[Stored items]

-=-=-=-=-

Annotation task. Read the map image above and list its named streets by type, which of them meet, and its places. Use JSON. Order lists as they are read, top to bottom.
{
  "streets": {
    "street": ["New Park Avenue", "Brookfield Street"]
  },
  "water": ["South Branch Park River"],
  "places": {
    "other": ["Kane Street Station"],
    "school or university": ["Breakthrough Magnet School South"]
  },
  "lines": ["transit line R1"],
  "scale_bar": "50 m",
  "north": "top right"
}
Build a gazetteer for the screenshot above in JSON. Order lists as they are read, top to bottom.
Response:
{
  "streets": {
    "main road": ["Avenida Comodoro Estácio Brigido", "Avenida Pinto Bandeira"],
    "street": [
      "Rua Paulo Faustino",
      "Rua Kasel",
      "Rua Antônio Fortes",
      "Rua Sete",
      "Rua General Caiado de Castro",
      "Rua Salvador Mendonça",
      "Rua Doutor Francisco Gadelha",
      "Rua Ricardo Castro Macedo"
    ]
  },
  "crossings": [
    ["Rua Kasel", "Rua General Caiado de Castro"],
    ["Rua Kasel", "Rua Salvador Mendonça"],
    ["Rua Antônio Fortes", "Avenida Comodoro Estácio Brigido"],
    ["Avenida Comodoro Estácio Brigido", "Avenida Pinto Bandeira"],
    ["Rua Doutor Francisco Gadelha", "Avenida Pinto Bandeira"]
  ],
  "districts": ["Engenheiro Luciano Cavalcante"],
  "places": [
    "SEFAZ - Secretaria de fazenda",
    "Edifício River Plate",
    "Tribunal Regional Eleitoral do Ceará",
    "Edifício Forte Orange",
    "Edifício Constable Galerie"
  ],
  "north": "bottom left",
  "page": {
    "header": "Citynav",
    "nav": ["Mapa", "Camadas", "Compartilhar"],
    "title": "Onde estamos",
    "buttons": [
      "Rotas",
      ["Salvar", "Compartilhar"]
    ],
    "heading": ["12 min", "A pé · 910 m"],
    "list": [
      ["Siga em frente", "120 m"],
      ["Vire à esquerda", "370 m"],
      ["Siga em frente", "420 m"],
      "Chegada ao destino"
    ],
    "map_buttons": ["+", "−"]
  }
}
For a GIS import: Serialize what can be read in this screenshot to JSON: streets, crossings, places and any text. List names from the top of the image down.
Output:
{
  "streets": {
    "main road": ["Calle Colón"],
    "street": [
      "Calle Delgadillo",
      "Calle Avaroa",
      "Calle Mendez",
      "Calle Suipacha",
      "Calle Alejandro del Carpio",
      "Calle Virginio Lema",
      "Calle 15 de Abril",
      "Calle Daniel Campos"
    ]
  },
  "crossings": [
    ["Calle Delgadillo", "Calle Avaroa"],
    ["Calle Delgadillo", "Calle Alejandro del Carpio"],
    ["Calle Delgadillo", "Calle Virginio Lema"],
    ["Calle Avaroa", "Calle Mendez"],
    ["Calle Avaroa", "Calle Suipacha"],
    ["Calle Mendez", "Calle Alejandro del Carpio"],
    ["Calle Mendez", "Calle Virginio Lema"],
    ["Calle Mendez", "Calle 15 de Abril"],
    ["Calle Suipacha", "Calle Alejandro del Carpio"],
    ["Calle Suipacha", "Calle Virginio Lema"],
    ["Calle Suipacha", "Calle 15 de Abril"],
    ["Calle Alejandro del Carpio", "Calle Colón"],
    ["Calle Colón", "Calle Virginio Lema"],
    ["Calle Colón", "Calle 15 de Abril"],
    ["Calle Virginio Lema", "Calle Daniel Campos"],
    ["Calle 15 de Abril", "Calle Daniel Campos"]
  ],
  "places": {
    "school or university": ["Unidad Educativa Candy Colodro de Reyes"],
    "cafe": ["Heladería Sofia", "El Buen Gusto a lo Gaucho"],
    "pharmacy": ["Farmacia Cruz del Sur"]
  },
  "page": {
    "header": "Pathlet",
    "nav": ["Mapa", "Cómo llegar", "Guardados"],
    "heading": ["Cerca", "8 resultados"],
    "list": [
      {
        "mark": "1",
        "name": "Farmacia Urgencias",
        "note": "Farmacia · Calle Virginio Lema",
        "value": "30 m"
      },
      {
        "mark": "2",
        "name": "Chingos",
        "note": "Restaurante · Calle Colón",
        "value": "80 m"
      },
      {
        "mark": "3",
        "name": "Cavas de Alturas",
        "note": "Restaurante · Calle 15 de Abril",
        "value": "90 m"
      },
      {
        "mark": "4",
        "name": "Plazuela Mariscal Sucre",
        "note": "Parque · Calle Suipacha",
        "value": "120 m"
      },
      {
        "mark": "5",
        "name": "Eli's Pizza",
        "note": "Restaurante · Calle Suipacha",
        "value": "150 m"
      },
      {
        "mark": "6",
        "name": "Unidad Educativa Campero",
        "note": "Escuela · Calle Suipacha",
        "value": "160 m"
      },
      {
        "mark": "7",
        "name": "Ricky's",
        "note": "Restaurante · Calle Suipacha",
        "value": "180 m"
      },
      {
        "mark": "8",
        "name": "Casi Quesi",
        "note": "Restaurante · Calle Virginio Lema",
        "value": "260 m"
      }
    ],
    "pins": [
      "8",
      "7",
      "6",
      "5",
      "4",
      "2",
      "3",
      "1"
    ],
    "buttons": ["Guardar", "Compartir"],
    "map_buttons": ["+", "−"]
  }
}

-=-=-=-=-

▸ Work item: The records above must be reproduced word for word.

▸ Result:
Annotation task. Read the map image above and list its named streets by type, which of them meet, and its places. Use JSON. Order lists as they are read, top to bottom.
{
  "streets": {
    "street": ["New Park Avenue", "Brookfield Street"]
  },
  "water": ["South Branch Park River"],
  "places": {
    "other": ["Kane Street Station"],
    "school or university": ["Breakthrough Magnet School South"]
  },
  "lines": ["transit line R1"],
  "scale_bar": "50 m",
  "north": "top right"
}
Build a gazetteer for the screenshot above in JSON. Order lists as they are read, top to bottom.
Response:
{
  "streets": {
    "main road": ["Avenida Comodoro Estácio Brigido", "Avenida Pinto Bandeira"],
    "street": [
      "Rua Paulo Faustino",
      "Rua Kasel",
      "Rua Antônio Fortes",
      "Rua Sete",
      "Rua General Caiado de Castro",
      "Rua Salvador Mendonça",
      "Rua Doutor Francisco Gadelha",
      "Rua Ricardo Castro Macedo"
    ]
  },
  "crossings": [
    ["Rua Kasel", "Rua General Caiado de Castro"],
    ["Rua Kasel", "Rua Salvador Mendonça"],
    ["Rua Antônio Fortes", "Avenida Comodoro Estácio Brigido"],
    ["Avenida Comodoro Estácio Brigido", "Avenida Pinto Bandeira"],
    ["Rua Doutor Francisco Gadelha", "Avenida Pinto Bandeira"]
  ],
  "districts": ["Engenheiro Luciano Cavalcante"],
  "places": [
    "SEFAZ - Secretaria de fazenda",
    "Edifício River Plate",
    "Tribunal Regional Eleitoral do Ceará",
    "Edifício Forte Orange",
    "Edifício Constable Galerie"
  ],
  "north": "bottom left",
  "page": {
    "header": "Citynav",
    "nav": ["Mapa", "Camadas", "Compartilhar"],
    "title": "Onde estamos",
    "buttons": [
      "Rotas",
      ["Salvar", "Compartilhar"]
    ],
    "heading": ["12 min", "A pé · 910 m"],
    "list": [
      ["Siga em frente", "120 m"],
      ["Vire à esquerda", "370 m"],
      ["Siga em frente", "420 m"],
      "Chegada ao destino"
    ],
    "map_buttons": ["+", "−"]
  }
}
For a GIS import: Serialize what can be read in this screenshot to JSON: streets, crossings, places and any text. List names from the top of the image down.
Output:
{
  "streets": {
    "main road": ["Calle Colón"],
    "street": [
      "Calle Delgadillo",
      "Calle Avaroa",
      "Calle Mendez",
      "Calle Suipacha",
      "Calle Alejandro del Carpio",
      "Calle Virginio Lema",
      "Calle 15 de Abril",
      "Calle Daniel Campos"
    ]
  },
  "crossings": [
    ["Calle Delgadillo", "Calle Avaroa"],
    ["Calle Delgadillo", "Calle Alejandro del Carpio"],
    ["Calle Delgadillo", "Calle Virginio Lema"],
    ["Calle Avaroa", "Calle Mendez"],
    ["Calle Avaroa", "Calle Suipacha"],
    ["Calle Mendez", "Calle Alejandro del Carpio"],
    ["Calle Mendez", "Calle Virginio Lema"],
    ["Calle Mendez", "Calle 15 de Abril"],
    ["Calle Suipacha", "Calle Alejandro del Carpio"],
    ["Calle Suipacha", "Calle Virginio Lema"],
    ["Calle Suipacha", "Calle 15 de Abril"],
    ["Calle Alejandro del Carpio", "Calle Colón"],
    ["Calle Colón", "Calle Virginio Lema"],
    ["Calle Colón", "Calle 15 de Abril"],
    ["Calle Virginio Lema", "Calle Daniel Campos"],
    ["Calle 15 de Abril", "Calle Daniel Campos"]
  ],
  "places": {
    "school or university": ["Unidad Educativa Candy Colodro de Reyes"],
    "cafe": ["Heladería Sofia", "El Buen Gusto a lo Gaucho"],
    "pharmacy": ["Farmacia Cruz del Sur"]
  },
  "page": {
    "header": "Pathlet",
    "nav": ["Mapa", "Cómo llegar", "Guardados"],
    "heading": ["Cerca", "8 resultados"],
    "list": [
      {
        "mark": "1",
        "name": "Farmacia Urgencias",
        "note": "Farmacia · Calle Virginio Lema",
        "value": "30 m"
      },
      {
        "mark": "2",
        "name": "Chingos",
        "note": "Restaurante · Calle Colón",
        "value": "80 m"
      },
      {
        "mark": "3",
        "name": "Cavas de Alturas",
        "note": "Restaurante · Calle 15 de Abril",
        "value": "90 m"
      },
      {
        "mark": "4",
        "name": "Plazuela Mariscal Sucre",
        "note": "Parque · Calle Suipacha",
        "value": "120 m"
      },
      {
        "mark": "5",
        "name": "Eli's Pizza",
        "note": "Restaurante · Calle Suipacha",
        "value": "150 m"
      },
      {
        "mark": "6",
        "name": "Unidad Educativa Campero",
        "note": "Escuela · Calle Suipacha",
        "value": "160 m"
      },
      {
        "mark": "7",
        "name": "Ricky's",
        "note": "Restaurante · Calle Suipacha",
        "value": "180 m"
      },
      {
        "mark": "8",
        "name": "Casi Quesi",
        "note": "Restaurante · Calle Virginio Lema",
        "value": "260 m"
      }
    ],
    "pins": [
      "8",
      "7",
      "6",
      "5",
      "4",
      "2",
      "3",
      "1"
    ],
    "buttons": ["Guardar", "Compartir"],
    "map_buttons": ["+", "−"]
  }
}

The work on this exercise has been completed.